Kitabı sevgili Gönül Malat önerdi. Gönül Malat bir tıp doktoru. Hekimliği ile boy ölçüşecek kadar da iyi bir okur, iyi de bir yazar. ‘Zaman Çatlağı’ adlı çok etkileyici bir öykü kitabı var. İkinci kitabının doğumu ise çok yakın. Onun asıl özelliği engin edebiyat bilgisiyle harmanladığı derin okuma becerisiyle çok iyi kitap analizleri yapmasıdır. Gönül Malat’ın üzerine yazdığı bir kitabı, yazısından sonra tekrar okursanız, adeta başka bir kitap okumuş olursunuz.

‘Bahçıvan ve Ölümü’ isimlikitabı önerdiği için sevgili Gönül Malat’a çok teşekkür ederim. Kitap beni çok etkiledi.
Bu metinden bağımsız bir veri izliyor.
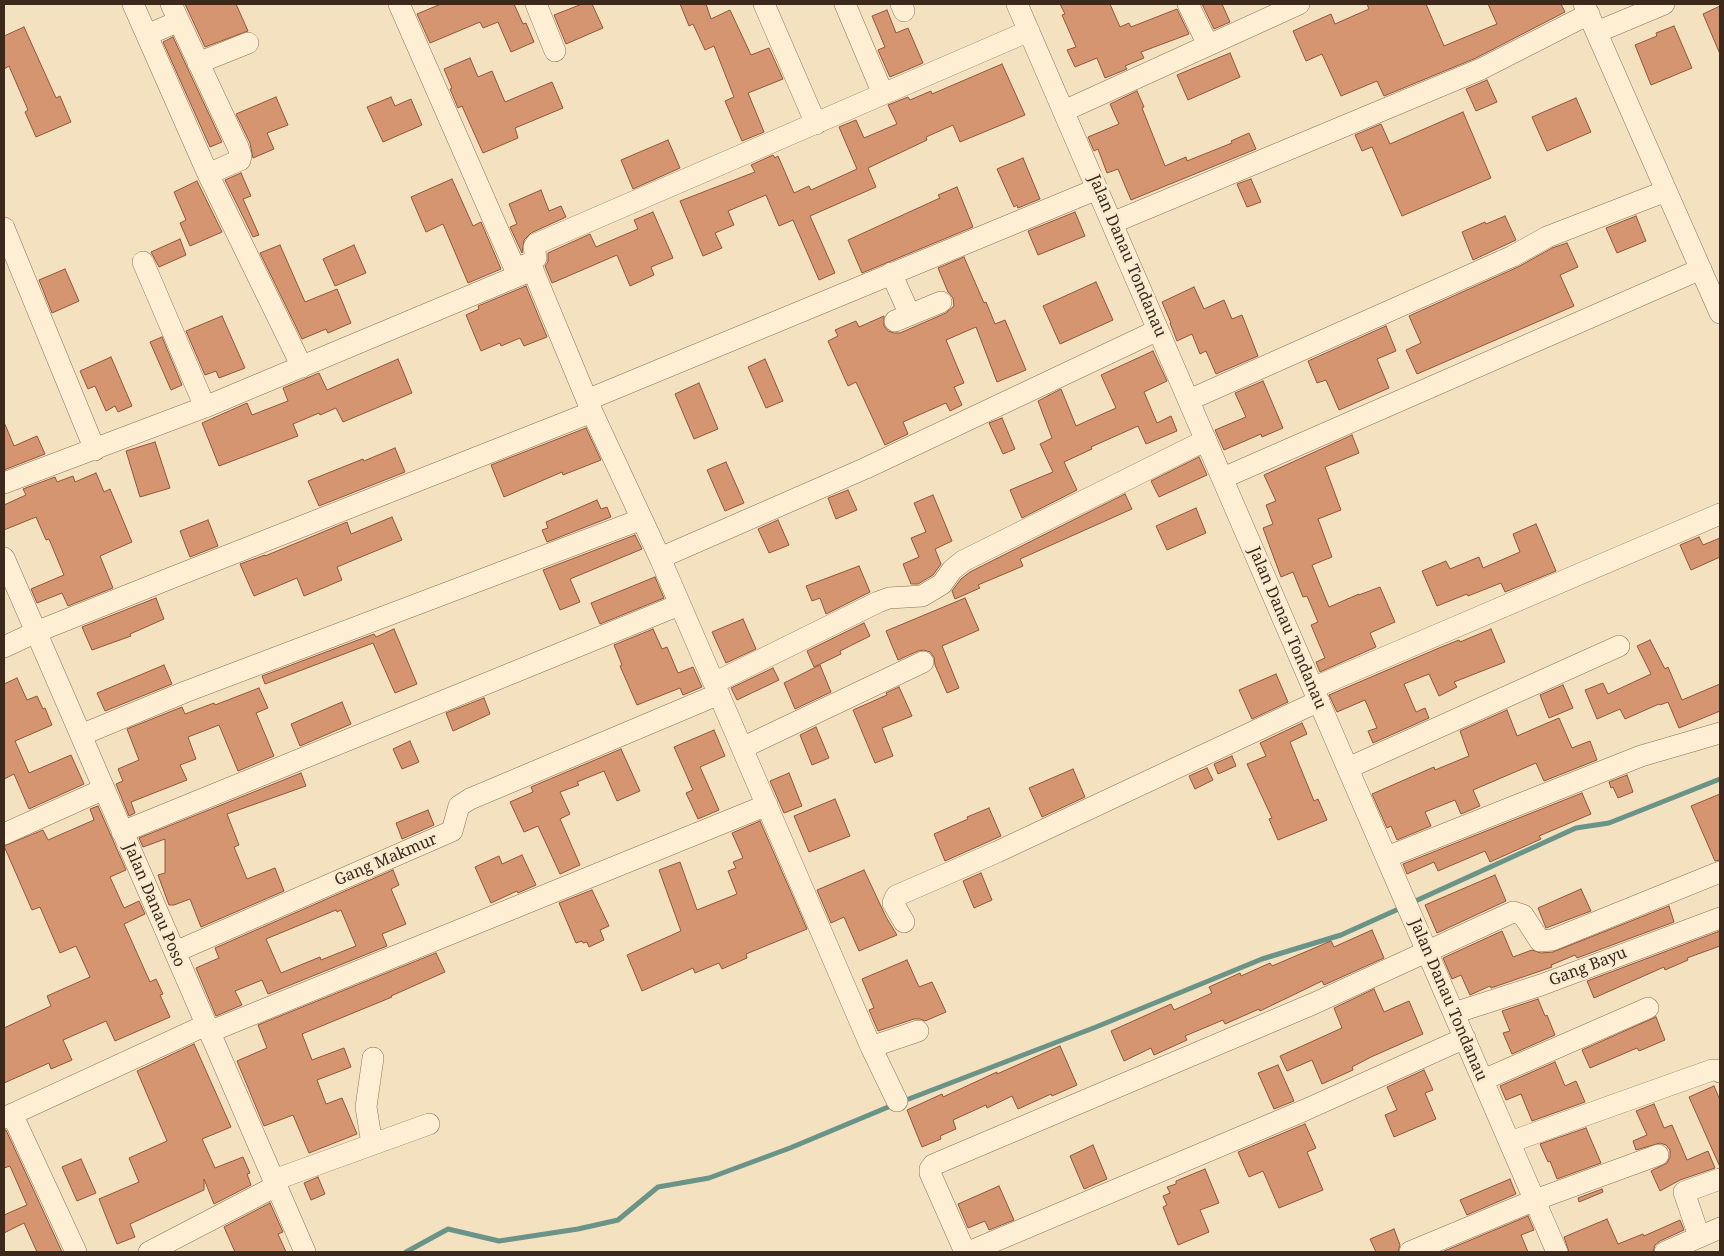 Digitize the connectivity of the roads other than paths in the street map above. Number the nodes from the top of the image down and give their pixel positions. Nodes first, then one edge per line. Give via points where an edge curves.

Yazar babasının son günlerini ve ölümünü anlatırken, babasının bahçıvan olmasından yola çıkarak yaşam ve ölüm diyalektiğini basit, basit olduğu kadar da güzel bir edebi dille ifade etmektedir.

 

Öncelikle beni çok etkileyen şeylerden biri, gündelik hayatta bazı insanların karşılaştığı bir yaşam kesitini, bu kadar akıcı ve edebi bir dille yazıya dökebilmesi ve de bundan roman türünde bir eser ortaya çıkarabilmesidir.

Kitapla özdeşim kurmamı sağlayan duyguları çok iyi aktarabilmesinin yanı sıra başka bir şey daha vardı. Yazar babasını, babasının çocukluğunu, baba oğul ilişkisini ve daha bir çok kültürel şeyi anlatırken sanki beni, benim yaşantımı,  babamı, babamla ilişkimi anlatıyordu.

Çocukluğu, çocukluğuma çok benzemese de, ortak noktaların varlığından söz etmem mümkündü.

Ayrıntıya girip kitabı okumak isteyenlerin tadını kaçırmak istemem.

Bu benzerlikler, atalarımın 150 sene önce Bulgaristan’dan göç etmesine bağlı olabilir mi diye geçti aklımdan. O toprakların kültürüyle gelen atalarım, uzun süre kapalı bir köy ortamının da etkisiyle, fazla bir değişikliğe uğramayan bu kültürle bizi büyütüp yetiştirmiş olabilirler.Böyle olduğunu kabul ettiğimde Bulgaristan’ın kırsalını anlatan yazarın anlatımlarıyla benim yaşadıklarımın benzerliği anlaşılır hale gelmektedir.

Georgi Gospodinov’a imrendim. Ondaki kurgu yeteneğimin birazının bende olmasını çok isterdim. Bu sayede zihnime üşüşen bir çok şeyi keyifle yazıya dökme imkanım olurdu.

Denemelerle yazıdan kopmadan, ‘çıkmayan candan umut kesilmez’ misali yine de böyle bir şeyin umudunu sürdürmemin sakıncası yok sanırım.